(Extracted data entries)

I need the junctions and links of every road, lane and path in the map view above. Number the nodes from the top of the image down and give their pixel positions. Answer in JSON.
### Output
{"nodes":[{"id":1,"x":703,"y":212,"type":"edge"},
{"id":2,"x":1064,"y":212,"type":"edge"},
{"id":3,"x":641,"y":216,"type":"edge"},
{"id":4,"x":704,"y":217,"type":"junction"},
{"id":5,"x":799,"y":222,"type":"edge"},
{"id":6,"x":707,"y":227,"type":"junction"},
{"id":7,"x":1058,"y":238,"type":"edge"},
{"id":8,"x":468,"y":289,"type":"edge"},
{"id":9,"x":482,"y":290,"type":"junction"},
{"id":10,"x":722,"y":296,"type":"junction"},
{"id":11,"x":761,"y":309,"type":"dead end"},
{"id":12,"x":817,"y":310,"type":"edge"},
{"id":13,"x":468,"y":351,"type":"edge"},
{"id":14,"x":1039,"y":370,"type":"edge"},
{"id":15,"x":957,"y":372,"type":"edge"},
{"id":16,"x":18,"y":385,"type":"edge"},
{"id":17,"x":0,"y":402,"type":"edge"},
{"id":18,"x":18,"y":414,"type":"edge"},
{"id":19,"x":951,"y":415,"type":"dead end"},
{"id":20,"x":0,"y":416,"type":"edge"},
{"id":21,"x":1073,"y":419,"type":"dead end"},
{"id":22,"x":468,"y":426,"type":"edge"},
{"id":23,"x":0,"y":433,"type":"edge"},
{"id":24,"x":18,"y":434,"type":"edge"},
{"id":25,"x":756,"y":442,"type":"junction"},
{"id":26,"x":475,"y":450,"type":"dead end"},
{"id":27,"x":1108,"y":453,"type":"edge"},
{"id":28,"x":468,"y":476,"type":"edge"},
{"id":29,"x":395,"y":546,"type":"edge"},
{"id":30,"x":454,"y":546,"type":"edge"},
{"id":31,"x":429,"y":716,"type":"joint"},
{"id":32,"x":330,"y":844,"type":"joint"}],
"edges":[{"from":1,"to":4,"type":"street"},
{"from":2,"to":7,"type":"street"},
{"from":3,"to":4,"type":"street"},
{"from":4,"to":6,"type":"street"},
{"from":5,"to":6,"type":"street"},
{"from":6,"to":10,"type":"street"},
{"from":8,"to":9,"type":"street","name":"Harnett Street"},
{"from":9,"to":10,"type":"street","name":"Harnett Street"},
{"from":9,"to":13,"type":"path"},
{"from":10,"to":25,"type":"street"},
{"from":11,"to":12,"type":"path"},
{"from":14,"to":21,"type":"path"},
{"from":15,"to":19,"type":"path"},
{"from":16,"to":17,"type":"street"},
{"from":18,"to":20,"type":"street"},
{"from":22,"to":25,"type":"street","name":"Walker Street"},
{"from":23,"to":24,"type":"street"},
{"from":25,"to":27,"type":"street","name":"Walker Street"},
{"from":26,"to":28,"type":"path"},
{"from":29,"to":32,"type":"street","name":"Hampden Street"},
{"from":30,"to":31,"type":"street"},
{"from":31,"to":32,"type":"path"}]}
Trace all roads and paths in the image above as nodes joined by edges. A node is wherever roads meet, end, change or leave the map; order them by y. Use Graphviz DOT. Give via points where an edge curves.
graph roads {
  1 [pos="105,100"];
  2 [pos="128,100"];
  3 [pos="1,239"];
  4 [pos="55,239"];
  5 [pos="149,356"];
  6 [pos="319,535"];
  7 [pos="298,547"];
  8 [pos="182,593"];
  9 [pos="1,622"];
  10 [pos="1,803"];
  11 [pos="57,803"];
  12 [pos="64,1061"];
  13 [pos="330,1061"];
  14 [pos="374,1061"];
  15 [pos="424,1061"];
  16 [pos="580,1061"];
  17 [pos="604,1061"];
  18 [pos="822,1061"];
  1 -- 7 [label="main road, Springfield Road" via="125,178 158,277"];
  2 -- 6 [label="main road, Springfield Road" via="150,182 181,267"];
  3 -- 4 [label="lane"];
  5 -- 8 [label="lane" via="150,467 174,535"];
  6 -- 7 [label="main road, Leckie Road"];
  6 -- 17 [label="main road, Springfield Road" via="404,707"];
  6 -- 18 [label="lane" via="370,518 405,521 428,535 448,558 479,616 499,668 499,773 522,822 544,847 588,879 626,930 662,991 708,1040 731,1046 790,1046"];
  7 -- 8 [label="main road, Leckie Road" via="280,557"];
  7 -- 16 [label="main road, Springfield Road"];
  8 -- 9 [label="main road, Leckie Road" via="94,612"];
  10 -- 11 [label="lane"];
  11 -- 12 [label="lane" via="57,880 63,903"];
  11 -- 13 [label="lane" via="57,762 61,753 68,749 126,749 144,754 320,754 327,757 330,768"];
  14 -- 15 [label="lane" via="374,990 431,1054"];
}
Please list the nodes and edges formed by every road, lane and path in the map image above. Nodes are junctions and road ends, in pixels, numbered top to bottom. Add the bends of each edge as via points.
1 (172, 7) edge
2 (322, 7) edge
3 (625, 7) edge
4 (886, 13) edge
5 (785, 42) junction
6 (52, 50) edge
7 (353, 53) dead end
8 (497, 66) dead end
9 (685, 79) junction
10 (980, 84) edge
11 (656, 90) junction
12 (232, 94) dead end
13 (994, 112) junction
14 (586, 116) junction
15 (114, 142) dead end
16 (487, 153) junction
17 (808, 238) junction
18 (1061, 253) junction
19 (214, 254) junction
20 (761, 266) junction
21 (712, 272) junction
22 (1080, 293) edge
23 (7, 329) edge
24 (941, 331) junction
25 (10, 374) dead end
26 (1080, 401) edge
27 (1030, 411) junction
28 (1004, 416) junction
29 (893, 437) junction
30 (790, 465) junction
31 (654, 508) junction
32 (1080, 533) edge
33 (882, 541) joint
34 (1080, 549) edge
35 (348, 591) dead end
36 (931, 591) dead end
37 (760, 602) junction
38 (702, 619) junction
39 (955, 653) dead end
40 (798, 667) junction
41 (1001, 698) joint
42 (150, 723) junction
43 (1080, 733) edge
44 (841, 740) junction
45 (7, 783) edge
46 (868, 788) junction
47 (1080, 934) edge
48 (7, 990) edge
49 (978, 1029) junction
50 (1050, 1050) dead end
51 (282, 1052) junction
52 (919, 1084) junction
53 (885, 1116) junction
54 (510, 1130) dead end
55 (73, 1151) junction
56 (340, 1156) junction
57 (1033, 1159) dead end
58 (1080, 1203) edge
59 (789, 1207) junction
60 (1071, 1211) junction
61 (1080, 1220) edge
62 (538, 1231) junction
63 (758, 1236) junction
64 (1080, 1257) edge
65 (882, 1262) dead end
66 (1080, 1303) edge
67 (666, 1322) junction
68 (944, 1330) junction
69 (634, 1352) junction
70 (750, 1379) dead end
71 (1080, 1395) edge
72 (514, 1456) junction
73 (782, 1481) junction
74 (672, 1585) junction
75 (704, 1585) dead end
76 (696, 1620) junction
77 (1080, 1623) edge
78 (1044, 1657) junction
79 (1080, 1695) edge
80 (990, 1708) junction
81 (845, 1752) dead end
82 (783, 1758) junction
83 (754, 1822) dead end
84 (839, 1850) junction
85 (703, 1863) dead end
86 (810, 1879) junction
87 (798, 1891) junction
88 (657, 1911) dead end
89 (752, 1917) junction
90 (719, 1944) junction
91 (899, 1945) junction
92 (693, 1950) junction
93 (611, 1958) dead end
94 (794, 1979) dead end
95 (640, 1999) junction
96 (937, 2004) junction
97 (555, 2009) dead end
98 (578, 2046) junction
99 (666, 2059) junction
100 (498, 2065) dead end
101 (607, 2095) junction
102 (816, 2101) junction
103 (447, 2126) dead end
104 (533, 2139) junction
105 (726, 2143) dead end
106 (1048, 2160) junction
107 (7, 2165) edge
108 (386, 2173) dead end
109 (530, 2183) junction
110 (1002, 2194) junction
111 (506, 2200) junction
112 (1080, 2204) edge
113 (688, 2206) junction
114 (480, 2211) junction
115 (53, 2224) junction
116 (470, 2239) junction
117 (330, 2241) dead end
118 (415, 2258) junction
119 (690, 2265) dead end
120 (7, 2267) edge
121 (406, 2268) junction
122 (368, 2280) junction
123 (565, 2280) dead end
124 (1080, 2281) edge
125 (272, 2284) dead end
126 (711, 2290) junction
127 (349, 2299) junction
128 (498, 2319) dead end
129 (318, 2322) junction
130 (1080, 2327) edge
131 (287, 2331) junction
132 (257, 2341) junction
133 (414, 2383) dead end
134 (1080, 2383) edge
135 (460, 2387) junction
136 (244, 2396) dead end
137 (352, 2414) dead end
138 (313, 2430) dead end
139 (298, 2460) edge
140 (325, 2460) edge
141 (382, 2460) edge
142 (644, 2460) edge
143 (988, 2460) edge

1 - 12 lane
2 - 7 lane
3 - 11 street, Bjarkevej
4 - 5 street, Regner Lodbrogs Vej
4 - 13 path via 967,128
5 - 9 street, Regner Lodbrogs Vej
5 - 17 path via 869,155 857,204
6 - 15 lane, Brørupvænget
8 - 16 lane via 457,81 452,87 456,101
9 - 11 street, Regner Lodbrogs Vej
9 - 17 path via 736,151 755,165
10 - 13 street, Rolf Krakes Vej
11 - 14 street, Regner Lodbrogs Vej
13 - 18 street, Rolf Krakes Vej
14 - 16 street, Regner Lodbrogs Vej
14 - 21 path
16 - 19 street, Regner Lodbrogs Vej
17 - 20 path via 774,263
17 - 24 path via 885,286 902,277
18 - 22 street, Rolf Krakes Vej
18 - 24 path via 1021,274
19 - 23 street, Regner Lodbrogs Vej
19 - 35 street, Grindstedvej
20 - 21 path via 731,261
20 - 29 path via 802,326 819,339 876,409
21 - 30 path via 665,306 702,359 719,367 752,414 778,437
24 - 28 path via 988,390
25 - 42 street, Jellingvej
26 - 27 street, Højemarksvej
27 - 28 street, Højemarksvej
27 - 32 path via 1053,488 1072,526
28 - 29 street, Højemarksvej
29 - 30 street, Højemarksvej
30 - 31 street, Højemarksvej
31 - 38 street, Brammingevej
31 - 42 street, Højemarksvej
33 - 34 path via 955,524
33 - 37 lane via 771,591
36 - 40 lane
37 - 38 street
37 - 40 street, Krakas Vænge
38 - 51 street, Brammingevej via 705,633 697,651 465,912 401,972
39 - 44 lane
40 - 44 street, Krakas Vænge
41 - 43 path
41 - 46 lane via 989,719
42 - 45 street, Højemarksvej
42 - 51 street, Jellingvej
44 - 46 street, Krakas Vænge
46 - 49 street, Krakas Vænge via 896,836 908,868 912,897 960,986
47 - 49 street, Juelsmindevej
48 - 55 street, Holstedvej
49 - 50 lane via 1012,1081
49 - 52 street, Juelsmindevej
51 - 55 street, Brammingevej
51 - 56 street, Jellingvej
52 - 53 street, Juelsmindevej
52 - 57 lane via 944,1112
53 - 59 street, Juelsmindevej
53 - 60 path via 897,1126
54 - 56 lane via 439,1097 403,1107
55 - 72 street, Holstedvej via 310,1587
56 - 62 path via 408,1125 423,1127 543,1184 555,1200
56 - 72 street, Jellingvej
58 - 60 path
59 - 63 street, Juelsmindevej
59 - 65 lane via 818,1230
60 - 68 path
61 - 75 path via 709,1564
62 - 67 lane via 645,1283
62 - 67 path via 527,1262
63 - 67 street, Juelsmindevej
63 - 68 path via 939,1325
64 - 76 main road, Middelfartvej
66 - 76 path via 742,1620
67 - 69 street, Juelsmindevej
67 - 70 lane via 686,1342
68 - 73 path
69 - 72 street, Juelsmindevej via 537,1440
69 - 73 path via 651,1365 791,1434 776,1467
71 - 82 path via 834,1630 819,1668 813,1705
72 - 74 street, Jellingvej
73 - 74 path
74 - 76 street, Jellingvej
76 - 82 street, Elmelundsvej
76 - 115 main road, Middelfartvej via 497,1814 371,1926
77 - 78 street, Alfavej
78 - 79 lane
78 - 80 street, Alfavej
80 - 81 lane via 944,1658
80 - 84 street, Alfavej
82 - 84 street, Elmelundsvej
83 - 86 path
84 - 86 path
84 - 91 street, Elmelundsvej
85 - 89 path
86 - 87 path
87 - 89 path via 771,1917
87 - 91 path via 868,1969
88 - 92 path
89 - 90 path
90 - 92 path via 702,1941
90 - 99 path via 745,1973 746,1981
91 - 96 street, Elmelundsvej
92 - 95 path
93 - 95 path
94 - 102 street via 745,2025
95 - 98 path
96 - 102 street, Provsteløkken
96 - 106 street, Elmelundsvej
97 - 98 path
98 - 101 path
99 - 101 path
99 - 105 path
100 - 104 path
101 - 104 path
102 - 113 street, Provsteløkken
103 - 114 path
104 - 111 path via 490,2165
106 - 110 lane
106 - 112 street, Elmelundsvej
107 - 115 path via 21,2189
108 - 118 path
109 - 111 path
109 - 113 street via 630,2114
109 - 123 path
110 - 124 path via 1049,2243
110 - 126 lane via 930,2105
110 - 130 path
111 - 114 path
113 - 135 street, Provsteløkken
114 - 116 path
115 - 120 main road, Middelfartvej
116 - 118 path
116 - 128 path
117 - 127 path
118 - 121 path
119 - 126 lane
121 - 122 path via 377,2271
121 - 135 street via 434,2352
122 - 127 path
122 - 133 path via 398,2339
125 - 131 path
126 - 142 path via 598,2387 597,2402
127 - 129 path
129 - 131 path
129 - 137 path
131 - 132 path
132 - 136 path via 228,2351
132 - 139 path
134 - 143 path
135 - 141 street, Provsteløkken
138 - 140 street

**Task goal:**
Go through the records line by line, and copy each line that holds the string "Middelfartvej".

**Answer box:**
64 - 76 main road, Middelfartvej
76 - 115 main road, Middelfartvej via 497,1814 371,1926
115 - 120 main road, Middelfartvej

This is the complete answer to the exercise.